May 17, 2022
Under the stars, in the gazebo
This camp was such a welcome landing space for my weary bones. After a long day of driving, I arrived at the hill country and was greeted by the thoughtful land managers. They were familiar was the space, but not intrusive. This experience would be easy on someone who does not camp often, as the amenities offer just the right amount of sanctuary (I slept on the floor of the gazebo rather than set up my tent), or the seasoned enthusiast looking for a place to reset without the noise of life on the grid. I went to bed to the sound of cicadas and awake to sunrise with the cattle, never getting distracted by the lull of life on the other side of the country road that brought me to the camp.
July 31, 2021
As-Yet-Unfound & Almost Perfect
This destination is one of the best you will find in Texas Hill Country. It has almost everything I look for in a camping adventure: far away from the hustle (little to no crowd presence except for one other rental home and the occasional ranch worker/resident passing by), excellent star gazing (bring your telescope if you have one you can transport as the night sky here is about a 7.5 out of 10 - assuming ideal conditions), exceptional natural beauty, wildlife, decent hiking options, a chance to swim, kayaking potential, fishing (which we missed because we didn't bring gear), geological or anthropological interest (minerals, artifacts, ruins, a history of occupation by varying civilizations, rock formations, caves, cliffs, springs, fault lines, transitional elements, rivers, creeks, lakes, etc.) and geographical significance/topographical range. This camping spot has most of these requirements met.

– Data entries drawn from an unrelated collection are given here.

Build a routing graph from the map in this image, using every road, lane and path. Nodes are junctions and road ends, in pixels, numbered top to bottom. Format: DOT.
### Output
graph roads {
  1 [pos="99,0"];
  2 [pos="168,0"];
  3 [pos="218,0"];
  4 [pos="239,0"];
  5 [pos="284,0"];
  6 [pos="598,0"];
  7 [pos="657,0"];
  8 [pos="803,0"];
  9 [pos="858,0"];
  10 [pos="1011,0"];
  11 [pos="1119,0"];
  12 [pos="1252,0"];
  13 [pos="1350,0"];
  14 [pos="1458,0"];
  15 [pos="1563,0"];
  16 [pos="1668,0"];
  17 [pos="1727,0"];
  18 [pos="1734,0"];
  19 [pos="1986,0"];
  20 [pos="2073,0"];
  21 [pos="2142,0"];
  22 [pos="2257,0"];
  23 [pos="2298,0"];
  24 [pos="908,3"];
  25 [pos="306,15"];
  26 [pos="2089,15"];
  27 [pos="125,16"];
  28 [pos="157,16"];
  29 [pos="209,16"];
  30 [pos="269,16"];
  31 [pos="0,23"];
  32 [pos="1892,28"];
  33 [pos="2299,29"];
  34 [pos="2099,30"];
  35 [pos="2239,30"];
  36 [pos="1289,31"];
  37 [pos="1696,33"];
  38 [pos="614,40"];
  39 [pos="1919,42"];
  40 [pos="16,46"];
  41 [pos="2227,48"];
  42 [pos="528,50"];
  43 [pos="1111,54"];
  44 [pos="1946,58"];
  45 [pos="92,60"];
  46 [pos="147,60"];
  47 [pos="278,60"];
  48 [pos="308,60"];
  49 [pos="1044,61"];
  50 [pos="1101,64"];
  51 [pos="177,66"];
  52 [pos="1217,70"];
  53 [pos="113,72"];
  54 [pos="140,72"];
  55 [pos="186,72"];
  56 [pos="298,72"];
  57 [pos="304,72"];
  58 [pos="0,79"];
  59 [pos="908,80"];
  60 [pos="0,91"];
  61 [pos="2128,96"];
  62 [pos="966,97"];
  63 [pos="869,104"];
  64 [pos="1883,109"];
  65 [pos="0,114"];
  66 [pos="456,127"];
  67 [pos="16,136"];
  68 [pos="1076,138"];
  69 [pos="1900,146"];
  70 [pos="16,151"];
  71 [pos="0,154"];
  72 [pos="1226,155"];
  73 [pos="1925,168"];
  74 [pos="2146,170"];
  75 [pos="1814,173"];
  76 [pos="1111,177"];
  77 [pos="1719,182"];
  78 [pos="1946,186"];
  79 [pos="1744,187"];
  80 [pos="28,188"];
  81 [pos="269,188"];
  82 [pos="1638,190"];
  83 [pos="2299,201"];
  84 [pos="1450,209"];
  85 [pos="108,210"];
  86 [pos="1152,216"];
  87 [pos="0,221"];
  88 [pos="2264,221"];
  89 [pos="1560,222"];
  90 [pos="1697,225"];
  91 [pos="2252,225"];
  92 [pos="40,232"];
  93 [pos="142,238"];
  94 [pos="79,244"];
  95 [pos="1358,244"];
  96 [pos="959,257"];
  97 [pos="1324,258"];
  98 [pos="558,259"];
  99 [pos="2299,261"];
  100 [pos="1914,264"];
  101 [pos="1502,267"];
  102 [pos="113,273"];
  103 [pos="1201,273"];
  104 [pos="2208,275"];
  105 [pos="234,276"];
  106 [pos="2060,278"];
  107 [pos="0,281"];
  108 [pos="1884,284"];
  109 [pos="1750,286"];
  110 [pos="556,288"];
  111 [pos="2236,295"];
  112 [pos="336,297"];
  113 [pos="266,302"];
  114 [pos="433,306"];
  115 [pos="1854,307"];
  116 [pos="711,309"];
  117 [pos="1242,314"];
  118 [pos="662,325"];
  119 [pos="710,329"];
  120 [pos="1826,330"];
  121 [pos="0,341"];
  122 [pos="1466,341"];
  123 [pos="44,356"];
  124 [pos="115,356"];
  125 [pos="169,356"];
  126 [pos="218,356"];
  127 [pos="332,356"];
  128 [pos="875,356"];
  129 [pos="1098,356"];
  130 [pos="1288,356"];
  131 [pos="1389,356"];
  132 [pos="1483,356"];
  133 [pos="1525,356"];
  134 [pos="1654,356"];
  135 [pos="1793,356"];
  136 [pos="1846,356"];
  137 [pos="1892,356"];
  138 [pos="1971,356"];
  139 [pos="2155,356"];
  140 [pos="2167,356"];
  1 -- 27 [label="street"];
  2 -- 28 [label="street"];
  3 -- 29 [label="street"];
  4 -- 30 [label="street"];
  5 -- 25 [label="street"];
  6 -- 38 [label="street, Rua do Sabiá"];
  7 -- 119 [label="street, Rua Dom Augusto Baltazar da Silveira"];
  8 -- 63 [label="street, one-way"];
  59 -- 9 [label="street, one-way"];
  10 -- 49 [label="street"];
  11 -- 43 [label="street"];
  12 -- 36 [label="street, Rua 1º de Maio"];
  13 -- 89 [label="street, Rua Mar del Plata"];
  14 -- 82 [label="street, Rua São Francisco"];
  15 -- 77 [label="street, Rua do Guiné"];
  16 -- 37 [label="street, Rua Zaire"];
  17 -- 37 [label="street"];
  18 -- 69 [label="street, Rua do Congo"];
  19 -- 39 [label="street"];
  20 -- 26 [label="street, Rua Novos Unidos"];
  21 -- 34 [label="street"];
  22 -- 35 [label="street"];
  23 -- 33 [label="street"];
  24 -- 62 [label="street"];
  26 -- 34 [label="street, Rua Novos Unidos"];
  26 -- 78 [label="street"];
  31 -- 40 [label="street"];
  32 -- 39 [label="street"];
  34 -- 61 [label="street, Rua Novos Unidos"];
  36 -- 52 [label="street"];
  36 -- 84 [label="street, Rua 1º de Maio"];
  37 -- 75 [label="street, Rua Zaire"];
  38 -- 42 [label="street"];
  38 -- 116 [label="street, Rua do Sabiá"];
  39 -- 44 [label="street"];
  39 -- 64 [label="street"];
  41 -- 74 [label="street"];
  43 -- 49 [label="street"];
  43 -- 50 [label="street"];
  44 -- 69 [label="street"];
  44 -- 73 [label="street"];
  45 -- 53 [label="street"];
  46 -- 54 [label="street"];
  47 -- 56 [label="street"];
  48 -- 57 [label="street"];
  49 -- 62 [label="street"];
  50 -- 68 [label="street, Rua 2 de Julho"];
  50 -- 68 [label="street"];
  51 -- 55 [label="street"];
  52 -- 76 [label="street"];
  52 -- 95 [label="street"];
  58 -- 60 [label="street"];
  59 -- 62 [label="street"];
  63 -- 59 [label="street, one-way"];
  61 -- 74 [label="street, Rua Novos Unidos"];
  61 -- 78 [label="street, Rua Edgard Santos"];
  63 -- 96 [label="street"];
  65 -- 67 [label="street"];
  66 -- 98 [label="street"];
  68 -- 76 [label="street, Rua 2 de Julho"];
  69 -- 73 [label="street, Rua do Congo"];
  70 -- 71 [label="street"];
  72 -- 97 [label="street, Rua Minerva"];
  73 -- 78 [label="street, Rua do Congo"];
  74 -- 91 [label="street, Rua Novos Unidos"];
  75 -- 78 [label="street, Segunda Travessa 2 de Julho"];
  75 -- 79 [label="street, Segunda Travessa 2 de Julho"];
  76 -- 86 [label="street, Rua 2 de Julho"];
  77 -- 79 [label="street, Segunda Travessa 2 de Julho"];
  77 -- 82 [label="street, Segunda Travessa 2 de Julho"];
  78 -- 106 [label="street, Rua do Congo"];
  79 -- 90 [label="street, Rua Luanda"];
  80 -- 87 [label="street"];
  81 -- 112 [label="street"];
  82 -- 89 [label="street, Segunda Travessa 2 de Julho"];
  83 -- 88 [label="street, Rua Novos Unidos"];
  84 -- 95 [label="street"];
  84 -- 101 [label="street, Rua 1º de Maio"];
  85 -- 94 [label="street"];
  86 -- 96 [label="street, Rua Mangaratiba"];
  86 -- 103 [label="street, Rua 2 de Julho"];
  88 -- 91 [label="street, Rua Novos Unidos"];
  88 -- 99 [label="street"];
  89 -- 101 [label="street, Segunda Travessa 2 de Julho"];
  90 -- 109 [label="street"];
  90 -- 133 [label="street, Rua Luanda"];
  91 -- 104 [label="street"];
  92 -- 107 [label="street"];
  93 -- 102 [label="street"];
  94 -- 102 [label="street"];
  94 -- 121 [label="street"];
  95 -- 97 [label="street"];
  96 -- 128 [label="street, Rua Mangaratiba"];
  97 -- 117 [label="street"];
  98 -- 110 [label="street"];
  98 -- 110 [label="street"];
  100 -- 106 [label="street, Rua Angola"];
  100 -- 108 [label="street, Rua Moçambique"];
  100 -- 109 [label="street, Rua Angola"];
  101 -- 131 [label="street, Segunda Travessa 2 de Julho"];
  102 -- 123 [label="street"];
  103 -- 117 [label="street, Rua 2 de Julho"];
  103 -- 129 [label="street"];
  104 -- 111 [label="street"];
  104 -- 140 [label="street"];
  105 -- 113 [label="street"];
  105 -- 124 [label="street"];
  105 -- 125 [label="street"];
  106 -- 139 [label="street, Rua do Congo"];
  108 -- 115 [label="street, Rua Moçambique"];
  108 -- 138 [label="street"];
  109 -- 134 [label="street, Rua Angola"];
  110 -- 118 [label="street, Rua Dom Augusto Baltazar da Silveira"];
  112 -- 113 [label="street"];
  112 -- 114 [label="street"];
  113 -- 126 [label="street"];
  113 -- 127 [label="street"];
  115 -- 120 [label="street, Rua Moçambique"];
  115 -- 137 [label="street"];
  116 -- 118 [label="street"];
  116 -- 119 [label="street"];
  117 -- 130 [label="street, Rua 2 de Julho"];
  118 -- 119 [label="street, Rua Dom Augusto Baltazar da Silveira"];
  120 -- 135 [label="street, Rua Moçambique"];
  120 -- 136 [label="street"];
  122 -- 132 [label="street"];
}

The spot is on a large ranch in the shade next to a creek with lily pads. A canoe is available for use, though we were content to just use our floats and relax on the creek for hours. You will find a variety of wildlife populations including insect, bird, frog, snake, turtle, armadillo, deer, raccoon, squirrel, coyote, wild boar, rabbit, fish, lizard, salamander, and more. Expect to spend time with livestock if you leave the camping area.
Stunning rock formations (mostly sandstone) and geological features are also here as well as a chance of finding arrowheads or indigenous implements. This spot was certainly a chosen spot for indigenous people, and the amount of sculpted flint on this property indicates this.
Chris--your charming host and guide at this property--is very accommodating and knowledgeable about the property. If you have questions, needs, or concerns, she will likely help you get what you need or guide you to the right place.
I will return as long as this spot is available. And, I hesitate to leave a review because I don't want it to be so popular that it is difficult to return. The pictures (at present) do not even begin to tell the story of this place. One thing you should not expect is 100% seclusion, though it is mostly private. It is nonetheless remarkable and anyone with the right goals and gear will love it. If you plan to hike, bring sunblock, repellent, boots, some manner of water shoes, and durable, fast-drying clothing if you plan to get in the water.
There are noxious weeds on the trails/roads around the property and you will not want to expose your legs or feet to this or you will be picking off sand burs and other sticky, painful or poisonous flora. Nothing on the ground in Texas is guaranteed the absence of grizzly plant life. Protecting your ankles with boots and some sort of insect repellent is essential here (but if you know Texas, this should be no surprise). There are leech-like critters in the creek, as well. We were not sure what exactly these were, but they were small and easy to brush off. Rosemary oil is a favorite - especially for the ankles and legs (just be careful not to apply it to any area of the body with sensitive membranes, to babies or pregnant campers).
You will also need someplace to sleep - perhaps a hammock (only one good spot available for this and you will need lots of para cord or some good cinching straps), air mattress, cot, a good pad surface, or a vehicle where you can sleep with sufficient comfort. This place will have electricity soon, but until then, bring a way to charge your electronics. The cellular coverage is patchy. Verizon worked some of the time, but the bandwidth was consistently poor for data.
And, lastly: snakes. There are copperhead snakes and most surely other poisonous snakes present, as you would expect in this environment. Be aware of where you place your hands and your feet, at all times. Do not walk in the dark without knowing what you are stepping toward or on. This is a common-sense outdoors caution. You will have a good chance of running into snakes here, especially if you explore. We saw two small snakes while there.
Phone coverage is often nonexistent, and you cannot depend on this, at all. So don't even try.
Spots like this take some planning to maximize enjoyment because they can vary and are often unique. This spot has some amenities for sure, but be prepared to deal with some rough edges. Overall, this spot is an 8.5 out of 10. We can't wait to go again.